> Task data
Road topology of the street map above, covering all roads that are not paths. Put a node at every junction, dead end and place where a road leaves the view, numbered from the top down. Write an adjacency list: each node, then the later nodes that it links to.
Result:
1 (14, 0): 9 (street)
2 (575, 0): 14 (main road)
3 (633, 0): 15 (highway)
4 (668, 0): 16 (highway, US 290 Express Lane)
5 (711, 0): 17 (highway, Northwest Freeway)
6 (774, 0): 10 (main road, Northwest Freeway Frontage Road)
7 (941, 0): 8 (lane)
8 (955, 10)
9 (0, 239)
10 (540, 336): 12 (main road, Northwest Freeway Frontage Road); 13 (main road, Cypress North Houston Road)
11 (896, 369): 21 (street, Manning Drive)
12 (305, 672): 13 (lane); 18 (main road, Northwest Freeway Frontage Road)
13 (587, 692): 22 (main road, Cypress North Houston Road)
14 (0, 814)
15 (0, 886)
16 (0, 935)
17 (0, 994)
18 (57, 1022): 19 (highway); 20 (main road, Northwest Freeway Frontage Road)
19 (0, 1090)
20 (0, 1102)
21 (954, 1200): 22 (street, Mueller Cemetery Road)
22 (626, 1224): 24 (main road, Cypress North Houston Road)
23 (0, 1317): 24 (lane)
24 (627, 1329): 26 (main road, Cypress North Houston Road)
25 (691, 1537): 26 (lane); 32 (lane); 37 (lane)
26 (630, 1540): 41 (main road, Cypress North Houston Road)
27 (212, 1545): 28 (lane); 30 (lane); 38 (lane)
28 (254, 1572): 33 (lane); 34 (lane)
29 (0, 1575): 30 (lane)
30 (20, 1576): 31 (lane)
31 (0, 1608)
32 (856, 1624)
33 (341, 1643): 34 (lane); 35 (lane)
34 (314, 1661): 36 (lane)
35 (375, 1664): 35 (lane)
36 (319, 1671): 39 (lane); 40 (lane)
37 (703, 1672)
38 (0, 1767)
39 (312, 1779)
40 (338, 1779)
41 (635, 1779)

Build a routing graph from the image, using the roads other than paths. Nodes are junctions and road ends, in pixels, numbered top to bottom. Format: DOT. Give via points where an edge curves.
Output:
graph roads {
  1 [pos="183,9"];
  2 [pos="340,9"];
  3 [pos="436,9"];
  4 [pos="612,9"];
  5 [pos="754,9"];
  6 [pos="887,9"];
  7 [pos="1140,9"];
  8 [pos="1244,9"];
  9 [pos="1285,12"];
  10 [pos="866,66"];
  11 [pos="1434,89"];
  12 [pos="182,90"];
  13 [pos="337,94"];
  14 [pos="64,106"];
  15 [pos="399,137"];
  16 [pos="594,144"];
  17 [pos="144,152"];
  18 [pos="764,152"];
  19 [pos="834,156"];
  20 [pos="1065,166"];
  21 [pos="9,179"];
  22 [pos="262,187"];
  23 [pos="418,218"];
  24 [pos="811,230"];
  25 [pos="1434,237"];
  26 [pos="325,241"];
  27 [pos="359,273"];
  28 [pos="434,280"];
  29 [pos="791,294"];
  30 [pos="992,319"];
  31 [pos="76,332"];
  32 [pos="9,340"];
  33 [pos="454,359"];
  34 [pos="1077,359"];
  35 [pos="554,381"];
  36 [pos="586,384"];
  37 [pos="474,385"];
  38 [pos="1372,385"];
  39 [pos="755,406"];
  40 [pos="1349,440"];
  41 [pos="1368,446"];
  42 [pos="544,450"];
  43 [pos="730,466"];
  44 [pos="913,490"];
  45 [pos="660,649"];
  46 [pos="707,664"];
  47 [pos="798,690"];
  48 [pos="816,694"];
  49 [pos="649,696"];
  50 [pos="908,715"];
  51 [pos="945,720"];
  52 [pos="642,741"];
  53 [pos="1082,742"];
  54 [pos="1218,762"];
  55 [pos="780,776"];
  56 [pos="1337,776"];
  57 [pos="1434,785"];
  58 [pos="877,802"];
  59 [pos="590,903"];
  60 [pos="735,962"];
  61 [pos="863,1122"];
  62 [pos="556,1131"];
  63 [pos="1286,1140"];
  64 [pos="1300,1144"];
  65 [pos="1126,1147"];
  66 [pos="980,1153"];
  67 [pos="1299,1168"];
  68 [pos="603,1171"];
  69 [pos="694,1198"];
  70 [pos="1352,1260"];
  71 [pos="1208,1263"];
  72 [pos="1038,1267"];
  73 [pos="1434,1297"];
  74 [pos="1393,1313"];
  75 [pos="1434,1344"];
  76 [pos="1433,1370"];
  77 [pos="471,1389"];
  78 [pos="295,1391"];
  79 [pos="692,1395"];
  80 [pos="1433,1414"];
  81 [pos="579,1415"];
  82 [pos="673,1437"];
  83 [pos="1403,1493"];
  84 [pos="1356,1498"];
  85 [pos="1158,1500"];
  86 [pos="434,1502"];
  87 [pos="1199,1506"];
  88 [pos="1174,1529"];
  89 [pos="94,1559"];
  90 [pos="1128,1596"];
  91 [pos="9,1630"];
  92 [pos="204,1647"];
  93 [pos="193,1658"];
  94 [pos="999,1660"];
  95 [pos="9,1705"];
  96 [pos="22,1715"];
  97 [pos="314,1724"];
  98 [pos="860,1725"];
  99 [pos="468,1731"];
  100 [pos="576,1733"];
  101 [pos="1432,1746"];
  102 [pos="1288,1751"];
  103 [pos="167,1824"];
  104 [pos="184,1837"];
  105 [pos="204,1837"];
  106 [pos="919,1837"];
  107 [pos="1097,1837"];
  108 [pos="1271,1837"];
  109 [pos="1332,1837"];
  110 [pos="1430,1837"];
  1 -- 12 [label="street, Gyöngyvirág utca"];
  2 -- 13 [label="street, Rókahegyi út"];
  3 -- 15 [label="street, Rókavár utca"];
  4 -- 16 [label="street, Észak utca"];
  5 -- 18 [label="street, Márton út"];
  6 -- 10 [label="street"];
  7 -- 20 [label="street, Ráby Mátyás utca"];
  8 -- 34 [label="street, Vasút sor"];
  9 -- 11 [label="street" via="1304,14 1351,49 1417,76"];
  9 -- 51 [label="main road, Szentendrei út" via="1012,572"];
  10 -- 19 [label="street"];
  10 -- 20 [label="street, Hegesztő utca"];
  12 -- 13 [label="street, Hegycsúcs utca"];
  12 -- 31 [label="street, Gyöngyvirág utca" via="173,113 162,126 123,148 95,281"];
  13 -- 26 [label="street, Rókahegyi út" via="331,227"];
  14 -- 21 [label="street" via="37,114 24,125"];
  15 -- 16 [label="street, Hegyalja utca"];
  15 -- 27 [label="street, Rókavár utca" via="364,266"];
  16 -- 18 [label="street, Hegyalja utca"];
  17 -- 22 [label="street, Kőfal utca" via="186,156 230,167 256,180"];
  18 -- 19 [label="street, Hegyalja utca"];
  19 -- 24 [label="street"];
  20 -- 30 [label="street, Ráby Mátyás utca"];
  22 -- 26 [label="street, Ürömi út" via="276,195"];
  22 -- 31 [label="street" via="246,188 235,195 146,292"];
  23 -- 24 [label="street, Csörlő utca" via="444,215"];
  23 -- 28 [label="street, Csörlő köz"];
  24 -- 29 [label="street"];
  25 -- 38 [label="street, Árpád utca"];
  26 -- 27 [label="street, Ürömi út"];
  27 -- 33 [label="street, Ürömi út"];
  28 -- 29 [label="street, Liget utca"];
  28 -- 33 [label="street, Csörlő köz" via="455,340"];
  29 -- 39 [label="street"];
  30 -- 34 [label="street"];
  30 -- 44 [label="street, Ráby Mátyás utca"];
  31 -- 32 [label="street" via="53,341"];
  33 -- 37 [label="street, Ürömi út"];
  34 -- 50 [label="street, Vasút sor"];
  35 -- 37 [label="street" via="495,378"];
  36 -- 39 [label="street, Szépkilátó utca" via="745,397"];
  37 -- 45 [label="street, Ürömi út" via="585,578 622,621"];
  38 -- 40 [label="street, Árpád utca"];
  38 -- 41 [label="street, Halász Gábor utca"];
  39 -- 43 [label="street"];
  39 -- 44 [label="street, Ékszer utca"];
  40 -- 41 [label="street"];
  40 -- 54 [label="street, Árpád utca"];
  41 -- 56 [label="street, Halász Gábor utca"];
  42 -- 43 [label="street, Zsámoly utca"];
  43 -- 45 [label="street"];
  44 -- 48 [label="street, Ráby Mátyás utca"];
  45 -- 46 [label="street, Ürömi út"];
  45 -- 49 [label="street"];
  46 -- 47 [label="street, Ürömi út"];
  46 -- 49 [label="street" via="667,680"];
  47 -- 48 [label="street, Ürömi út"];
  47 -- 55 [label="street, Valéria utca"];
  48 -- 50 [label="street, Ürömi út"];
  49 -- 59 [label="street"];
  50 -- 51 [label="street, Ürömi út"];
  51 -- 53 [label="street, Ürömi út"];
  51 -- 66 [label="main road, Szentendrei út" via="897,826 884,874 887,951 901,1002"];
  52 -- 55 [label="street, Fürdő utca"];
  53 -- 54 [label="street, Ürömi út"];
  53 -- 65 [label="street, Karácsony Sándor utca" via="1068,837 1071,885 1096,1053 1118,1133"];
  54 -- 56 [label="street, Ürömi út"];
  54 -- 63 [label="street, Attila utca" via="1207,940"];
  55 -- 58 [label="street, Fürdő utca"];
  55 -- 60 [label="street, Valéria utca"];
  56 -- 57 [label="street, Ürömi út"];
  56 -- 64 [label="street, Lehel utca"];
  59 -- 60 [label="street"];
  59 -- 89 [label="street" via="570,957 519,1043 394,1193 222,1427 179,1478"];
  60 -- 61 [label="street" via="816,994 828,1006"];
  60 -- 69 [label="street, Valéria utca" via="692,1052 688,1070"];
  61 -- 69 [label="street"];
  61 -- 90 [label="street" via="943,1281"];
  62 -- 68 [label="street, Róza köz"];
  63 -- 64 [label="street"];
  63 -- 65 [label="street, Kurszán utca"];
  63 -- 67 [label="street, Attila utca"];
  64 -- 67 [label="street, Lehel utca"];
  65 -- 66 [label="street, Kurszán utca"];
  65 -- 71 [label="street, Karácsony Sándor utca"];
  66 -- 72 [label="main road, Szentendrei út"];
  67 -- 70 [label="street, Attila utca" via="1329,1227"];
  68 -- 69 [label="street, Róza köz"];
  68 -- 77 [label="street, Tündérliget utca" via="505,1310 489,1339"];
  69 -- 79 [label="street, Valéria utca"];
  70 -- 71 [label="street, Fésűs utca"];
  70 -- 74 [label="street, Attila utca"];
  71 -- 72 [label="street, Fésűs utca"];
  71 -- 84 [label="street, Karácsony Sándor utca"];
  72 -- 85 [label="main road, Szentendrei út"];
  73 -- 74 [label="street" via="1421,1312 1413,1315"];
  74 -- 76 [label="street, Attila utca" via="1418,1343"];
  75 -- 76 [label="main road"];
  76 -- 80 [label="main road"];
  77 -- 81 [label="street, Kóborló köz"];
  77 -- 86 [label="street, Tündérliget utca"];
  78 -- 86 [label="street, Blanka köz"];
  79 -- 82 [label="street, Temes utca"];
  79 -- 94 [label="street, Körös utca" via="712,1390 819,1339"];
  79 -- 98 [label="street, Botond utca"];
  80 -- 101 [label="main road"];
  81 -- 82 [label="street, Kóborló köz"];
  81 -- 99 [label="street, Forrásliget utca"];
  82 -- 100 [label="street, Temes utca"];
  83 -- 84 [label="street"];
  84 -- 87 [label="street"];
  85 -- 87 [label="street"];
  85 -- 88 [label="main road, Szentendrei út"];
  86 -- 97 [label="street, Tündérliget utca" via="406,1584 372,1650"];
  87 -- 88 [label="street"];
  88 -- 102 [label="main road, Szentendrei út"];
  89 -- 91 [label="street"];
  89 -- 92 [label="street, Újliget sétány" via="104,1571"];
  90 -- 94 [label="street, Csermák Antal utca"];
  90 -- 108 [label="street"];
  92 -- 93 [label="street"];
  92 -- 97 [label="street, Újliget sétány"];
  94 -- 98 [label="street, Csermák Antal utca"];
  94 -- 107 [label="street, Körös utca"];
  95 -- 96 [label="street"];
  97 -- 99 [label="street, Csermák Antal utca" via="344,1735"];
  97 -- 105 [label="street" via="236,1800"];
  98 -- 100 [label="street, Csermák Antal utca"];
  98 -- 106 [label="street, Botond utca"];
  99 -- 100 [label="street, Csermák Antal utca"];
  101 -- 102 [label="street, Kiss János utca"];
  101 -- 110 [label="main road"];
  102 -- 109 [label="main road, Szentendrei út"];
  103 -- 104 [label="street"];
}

> Exercise description
Please transcribe the data exactly from its first line. End with the line that contains "Build a routing".

> Answer for this exercise
Road topology of the street map above, covering all roads that are not paths. Put a node at every junction, dead end and place where a road leaves the view, numbered from the top down. Write an adjacency list: each node, then the later nodes that it links to.
Result:
1 (14, 0): 9 (street)
2 (575, 0): 14 (main road)
3 (633, 0): 15 (highway)
4 (668, 0): 16 (highway, US 290 Express Lane)
5 (711, 0): 17 (highway, Northwest Freeway)
6 (774, 0): 10 (main road, Northwest Freeway Frontage Road)
7 (941, 0): 8 (lane)
8 (955, 10)
9 (0, 239)
10 (540, 336): 12 (main road, Northwest Freeway Frontage Road); 13 (main road, Cypress North Houston Road)
11 (896, 369): 21 (street, Manning Drive)
12 (305, 672): 13 (lane); 18 (main road, Northwest Freeway Frontage Road)
13 (587, 692): 22 (main road, Cypress North Houston Road)
14 (0, 814)
15 (0, 886)
16 (0, 935)
17 (0, 994)
18 (57, 1022): 19 (highway); 20 (main road, Northwest Freeway Frontage Road)
19 (0, 1090)
20 (0, 1102)
21 (954, 1200): 22 (street, Mueller Cemetery Road)
22 (626, 1224): 24 (main road, Cypress North Houston Road)
23 (0, 1317): 24 (lane)
24 (627, 1329): 26 (main road, Cypress North Houston Road)
25 (691, 1537): 26 (lane); 32 (lane); 37 (lane)
26 (630, 1540): 41 (main road, Cypress North Houston Road)
27 (212, 1545): 28 (lane); 30 (lane); 38 (lane)
28 (254, 1572): 33 (lane); 34 (lane)
29 (0, 1575): 30 (lane)
30 (20, 1576): 31 (lane)
31 (0, 1608)
32 (856, 1624)
33 (341, 1643): 34 (lane); 35 (lane)
34 (314, 1661): 36 (lane)
35 (375, 1664): 35 (lane)
36 (319, 1671): 39 (lane); 40 (lane)
37 (703, 1672)
38 (0, 1767)
39 (312, 1779)
40 (338, 1779)
41 (635, 1779)

Build a routing graph from the image, using the roads other than paths. Nodes are junctions and road ends, in pixels, numbered top to bottom. Format: DOT. Give via points where an edge curves.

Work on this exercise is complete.